• **WORK TO COMPLETE**: Where a line of the records holds the string "Khaing", copy that line.

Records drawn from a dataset
== == ==

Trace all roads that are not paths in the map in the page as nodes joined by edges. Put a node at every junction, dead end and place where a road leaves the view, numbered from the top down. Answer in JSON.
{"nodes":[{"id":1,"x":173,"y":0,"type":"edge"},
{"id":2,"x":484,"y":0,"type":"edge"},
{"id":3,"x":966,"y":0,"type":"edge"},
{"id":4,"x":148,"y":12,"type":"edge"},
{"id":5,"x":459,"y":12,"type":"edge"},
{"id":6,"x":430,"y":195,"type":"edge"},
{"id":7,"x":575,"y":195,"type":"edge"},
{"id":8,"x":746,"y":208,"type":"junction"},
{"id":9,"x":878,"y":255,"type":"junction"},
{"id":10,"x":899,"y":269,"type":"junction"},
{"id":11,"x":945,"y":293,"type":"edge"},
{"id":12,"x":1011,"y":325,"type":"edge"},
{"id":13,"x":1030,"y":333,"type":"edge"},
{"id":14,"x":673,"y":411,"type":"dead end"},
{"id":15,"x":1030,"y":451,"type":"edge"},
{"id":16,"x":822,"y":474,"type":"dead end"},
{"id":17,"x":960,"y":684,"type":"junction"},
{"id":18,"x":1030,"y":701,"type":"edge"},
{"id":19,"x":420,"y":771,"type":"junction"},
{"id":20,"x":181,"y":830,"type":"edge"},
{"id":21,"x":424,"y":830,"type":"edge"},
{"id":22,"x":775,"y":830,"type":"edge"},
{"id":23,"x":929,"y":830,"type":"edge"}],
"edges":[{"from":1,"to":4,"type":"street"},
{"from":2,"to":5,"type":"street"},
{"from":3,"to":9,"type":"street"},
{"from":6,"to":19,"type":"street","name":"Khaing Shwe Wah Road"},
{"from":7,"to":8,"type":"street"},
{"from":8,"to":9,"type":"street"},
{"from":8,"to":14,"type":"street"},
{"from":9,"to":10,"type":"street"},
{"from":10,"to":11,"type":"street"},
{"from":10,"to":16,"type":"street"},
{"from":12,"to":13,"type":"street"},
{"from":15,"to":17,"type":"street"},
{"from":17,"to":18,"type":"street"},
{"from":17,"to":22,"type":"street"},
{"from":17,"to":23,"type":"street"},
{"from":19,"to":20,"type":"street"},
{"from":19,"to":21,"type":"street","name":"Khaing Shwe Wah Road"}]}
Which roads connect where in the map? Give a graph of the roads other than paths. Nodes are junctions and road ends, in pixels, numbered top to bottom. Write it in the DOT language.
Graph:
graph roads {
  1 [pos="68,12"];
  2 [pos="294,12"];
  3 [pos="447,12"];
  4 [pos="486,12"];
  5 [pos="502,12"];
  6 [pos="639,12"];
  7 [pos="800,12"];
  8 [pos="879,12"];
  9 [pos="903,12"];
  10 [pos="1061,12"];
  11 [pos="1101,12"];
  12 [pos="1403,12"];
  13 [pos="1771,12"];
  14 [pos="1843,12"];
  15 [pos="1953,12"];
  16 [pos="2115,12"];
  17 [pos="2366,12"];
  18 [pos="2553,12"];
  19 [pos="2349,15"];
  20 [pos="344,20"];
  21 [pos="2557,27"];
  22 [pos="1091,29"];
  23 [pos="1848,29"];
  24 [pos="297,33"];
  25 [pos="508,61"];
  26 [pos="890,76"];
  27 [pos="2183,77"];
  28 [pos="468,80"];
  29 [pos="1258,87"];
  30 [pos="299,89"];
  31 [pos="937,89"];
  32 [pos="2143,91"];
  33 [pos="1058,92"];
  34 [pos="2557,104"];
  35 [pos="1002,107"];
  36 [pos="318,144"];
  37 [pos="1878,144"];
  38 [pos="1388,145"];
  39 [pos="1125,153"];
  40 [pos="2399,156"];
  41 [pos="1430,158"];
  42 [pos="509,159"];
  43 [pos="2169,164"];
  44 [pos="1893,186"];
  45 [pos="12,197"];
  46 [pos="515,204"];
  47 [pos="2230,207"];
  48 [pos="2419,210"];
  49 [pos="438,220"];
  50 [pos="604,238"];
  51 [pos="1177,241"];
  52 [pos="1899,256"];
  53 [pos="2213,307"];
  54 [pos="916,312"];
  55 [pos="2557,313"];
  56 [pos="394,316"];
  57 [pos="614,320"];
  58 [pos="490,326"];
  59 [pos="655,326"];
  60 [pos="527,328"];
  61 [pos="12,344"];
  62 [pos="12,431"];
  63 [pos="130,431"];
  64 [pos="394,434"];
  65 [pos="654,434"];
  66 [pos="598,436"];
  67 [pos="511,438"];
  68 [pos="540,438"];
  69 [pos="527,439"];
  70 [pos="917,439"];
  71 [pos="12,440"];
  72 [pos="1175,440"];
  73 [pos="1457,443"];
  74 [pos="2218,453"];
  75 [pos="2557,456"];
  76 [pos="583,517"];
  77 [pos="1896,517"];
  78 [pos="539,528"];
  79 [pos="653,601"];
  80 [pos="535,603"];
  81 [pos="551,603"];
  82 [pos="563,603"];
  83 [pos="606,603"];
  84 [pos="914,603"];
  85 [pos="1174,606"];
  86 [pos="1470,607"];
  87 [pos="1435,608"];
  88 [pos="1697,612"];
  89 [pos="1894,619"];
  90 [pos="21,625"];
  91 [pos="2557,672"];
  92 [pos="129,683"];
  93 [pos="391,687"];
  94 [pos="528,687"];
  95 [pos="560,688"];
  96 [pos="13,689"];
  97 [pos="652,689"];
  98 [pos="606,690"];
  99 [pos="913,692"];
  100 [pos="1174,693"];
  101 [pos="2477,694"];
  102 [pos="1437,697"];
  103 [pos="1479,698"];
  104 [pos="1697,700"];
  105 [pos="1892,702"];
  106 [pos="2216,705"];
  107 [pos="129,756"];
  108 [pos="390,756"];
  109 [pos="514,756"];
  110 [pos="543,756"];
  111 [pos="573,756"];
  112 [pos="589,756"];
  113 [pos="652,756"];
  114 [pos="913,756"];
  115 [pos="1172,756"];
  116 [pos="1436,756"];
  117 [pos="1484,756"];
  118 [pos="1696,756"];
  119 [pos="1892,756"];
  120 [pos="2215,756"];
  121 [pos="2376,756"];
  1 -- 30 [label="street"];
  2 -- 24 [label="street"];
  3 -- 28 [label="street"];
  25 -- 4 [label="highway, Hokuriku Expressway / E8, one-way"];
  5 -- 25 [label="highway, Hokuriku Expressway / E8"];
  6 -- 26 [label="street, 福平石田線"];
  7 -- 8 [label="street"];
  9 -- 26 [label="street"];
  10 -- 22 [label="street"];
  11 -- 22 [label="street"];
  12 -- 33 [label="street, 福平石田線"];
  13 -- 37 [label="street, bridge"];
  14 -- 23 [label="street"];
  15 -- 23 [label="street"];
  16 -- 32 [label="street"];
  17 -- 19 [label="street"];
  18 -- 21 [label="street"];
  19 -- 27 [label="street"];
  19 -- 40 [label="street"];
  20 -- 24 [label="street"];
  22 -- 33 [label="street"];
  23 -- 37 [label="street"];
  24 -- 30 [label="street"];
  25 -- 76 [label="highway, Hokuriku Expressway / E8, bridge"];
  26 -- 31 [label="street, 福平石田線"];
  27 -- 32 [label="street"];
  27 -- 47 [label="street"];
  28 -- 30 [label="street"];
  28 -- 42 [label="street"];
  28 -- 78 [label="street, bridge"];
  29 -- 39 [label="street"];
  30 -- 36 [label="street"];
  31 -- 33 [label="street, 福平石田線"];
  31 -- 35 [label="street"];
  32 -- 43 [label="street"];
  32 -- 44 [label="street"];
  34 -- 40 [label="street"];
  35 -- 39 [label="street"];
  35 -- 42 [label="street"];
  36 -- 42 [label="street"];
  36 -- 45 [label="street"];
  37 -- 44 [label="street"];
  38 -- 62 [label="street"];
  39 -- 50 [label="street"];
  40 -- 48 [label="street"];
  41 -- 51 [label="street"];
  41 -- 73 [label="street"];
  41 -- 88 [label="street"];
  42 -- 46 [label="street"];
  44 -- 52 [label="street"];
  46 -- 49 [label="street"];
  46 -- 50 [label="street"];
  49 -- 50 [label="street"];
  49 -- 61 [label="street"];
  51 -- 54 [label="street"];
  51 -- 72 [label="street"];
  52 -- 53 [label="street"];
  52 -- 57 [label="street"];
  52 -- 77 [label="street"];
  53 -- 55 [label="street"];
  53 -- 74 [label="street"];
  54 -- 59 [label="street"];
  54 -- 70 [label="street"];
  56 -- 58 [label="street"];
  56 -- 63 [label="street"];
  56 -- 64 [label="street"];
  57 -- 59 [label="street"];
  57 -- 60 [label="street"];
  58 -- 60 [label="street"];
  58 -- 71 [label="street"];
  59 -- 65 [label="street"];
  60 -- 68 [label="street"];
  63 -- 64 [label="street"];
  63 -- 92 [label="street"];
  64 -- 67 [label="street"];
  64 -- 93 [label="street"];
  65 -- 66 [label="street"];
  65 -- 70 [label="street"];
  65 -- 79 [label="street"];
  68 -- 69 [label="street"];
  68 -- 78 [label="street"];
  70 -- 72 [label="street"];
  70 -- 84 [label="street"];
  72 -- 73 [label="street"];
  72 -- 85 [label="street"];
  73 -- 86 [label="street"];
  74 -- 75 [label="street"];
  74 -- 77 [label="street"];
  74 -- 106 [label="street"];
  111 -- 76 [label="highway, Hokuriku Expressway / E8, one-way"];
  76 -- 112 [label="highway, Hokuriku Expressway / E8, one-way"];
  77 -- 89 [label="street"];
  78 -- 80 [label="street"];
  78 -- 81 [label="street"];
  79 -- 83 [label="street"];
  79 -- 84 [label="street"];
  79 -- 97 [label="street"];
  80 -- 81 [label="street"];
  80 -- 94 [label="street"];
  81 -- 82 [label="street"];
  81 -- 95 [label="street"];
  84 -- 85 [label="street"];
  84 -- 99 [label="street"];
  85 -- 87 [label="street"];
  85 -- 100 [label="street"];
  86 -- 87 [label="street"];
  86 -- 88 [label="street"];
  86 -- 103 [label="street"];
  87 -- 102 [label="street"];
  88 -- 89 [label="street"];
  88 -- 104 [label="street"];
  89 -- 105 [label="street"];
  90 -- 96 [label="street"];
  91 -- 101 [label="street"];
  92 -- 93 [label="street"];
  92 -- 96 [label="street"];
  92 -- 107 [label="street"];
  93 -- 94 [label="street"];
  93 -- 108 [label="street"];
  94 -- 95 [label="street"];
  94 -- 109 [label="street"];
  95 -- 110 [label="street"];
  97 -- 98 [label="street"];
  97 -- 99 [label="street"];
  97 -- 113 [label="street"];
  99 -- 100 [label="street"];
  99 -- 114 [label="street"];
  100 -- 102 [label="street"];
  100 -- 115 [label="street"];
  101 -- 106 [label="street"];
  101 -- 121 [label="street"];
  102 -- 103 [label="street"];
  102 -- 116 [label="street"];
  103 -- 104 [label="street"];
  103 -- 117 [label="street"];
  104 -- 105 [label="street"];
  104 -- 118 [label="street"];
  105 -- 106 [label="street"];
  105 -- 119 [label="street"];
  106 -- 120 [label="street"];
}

== == ==

• **RESPONSE BOX**:
{"from":6,"to":19,"type":"street","name":"Khaing Shwe Wah Road"},
{"from":19,"to":21,"type":"street","name":"Khaing Shwe Wah Road"}]}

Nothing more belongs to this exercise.